This is really elegant! To make the explanation more concrete, here's a snapshot of the algorithm's state (the dict D) after it has processed numbers up to 10 (inclusive):
12: [3, 2]
25: [5]
49: [7]
So each prime up to 10 is present exactly once. When we process 12, we move 2 to the list for 14, and 3 to the list for 15.
The Sorenson paper linked in the post is also a great read, I remember reading it a couple of years ago and it is very clear. It adds many further optimizations on top of standard sieve of Eratosthenes (e.g. wheel factorization is a generalization of the idea of considering only numbers in {1, 5} mod 6, or {1, 7, 11, 13, 17, 19, 23, 29} mod 30, or …), and segmenting is what you need to do to avoid running out of memory.
However, if you just want the nth prime, it's even faster to compute π(n) by combinatorial/analytic methods, instead of a sieve: the same author has https://github.com/kimwalisch/primecount for that. (Try the ten-trillionth prime number.)
My favorite is this FRACTRAN program: (17/91, 78/85, 19/51, 23/38, 29/33, 77/29, 1/17, 11/13, 13/11, 15/2, 1/7, 55/1) with input 2.
It doesn't quite produce primes directly. It gives a sequence of integers, some of which are powers of 2. Those powers of 2 are 2^2, 2^3, 2^5, 2^7, 2^11, ..., i.e., the sequence of 2 to the power of primes.
For those who have never seen FRACTRAN it is an esoteric programming language invented by John Conway. It is Turing-complete.
Here's how you execute a FRACTRAN program, with input N.
1. Step through the list of fractions in order until you find a fraction f such that fN is an integer or you run out of fractions.

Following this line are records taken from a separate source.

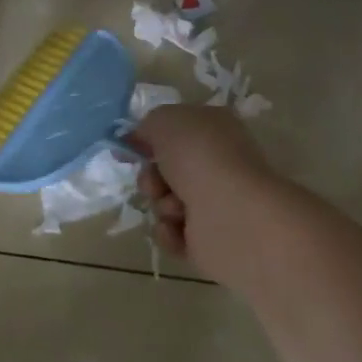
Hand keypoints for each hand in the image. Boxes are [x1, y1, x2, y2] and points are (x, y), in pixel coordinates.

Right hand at [134, 105, 298, 289]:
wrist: (232, 214)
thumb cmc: (200, 156)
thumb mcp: (164, 121)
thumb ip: (147, 125)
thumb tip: (139, 138)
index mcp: (215, 129)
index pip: (177, 130)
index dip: (150, 138)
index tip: (129, 147)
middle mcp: (218, 164)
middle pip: (166, 170)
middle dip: (152, 177)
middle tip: (156, 182)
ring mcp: (217, 203)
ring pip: (166, 202)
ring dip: (162, 204)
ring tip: (176, 208)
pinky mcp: (211, 240)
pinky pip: (173, 234)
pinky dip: (169, 232)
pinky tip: (179, 229)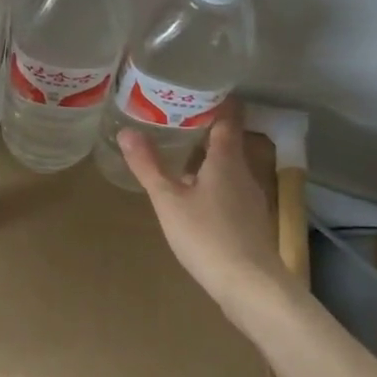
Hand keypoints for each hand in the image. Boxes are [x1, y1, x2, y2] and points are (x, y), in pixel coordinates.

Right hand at [119, 109, 285, 310]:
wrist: (250, 287)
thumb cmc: (207, 236)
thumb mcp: (169, 200)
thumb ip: (148, 166)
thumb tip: (126, 130)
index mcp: (226, 159)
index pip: (227, 118)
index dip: (216, 101)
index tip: (197, 89)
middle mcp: (243, 172)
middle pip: (228, 142)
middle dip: (205, 128)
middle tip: (175, 118)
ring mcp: (250, 198)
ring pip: (228, 167)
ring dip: (208, 157)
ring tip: (180, 152)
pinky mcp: (250, 221)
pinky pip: (230, 188)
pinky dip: (213, 181)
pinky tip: (195, 194)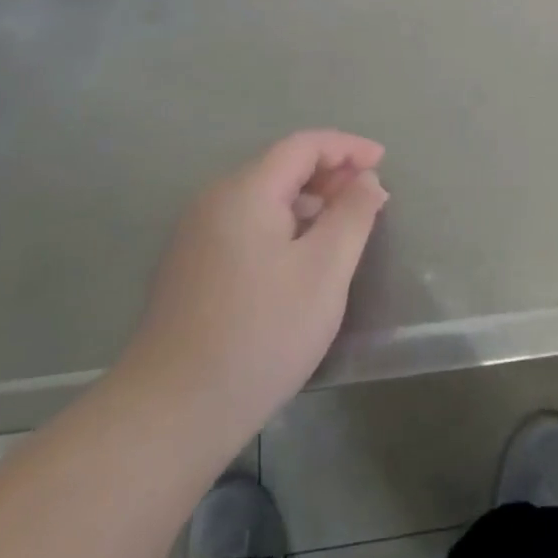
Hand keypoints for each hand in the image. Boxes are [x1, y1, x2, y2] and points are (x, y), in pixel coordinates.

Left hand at [114, 131, 387, 448]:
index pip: (303, 145)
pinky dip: (284, 226)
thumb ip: (352, 214)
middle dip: (330, 174)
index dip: (348, 147)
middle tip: (371, 199)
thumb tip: (366, 179)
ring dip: (309, 201)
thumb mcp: (325, 270)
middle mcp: (214, 201)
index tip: (384, 161)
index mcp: (244, 191)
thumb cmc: (261, 333)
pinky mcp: (192, 267)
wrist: (173, 412)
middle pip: (281, 167)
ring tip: (345, 228)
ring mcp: (197, 235)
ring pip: (264, 198)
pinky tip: (303, 257)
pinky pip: (247, 225)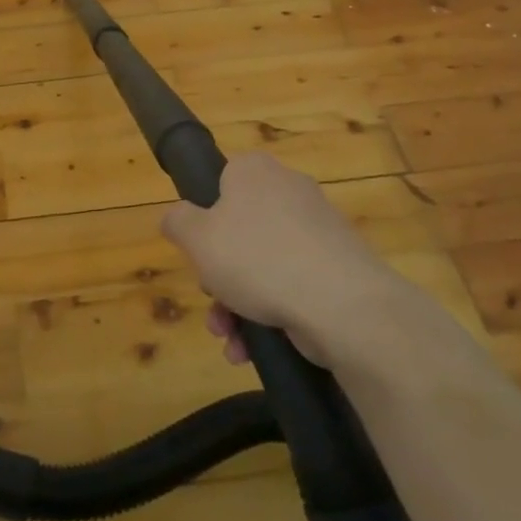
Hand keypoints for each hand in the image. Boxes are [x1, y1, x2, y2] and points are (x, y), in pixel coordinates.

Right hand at [161, 152, 399, 365]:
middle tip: (212, 301)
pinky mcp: (339, 267)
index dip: (204, 218)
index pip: (220, 182)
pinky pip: (293, 284)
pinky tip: (254, 350)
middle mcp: (288, 190)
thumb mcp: (197, 238)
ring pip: (264, 263)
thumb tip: (176, 217)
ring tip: (230, 342)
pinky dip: (271, 313)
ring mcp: (318, 230)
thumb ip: (177, 221)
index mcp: (254, 170)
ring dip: (239, 304)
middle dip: (219, 275)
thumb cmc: (258, 258)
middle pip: (240, 230)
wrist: (344, 305)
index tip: (199, 252)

The last time this formula came up, I added some references to the Wikipedia article (current version: https://en.wikipedia.org/w/index.php?title=Formula_for_prime... about the "worthlessness" of such formulas, but it doesn't deter people from being interested in that formula… as long as they don't imagine it's useful in any way, it's fine to enjoy its perverse cleverness, I suppose.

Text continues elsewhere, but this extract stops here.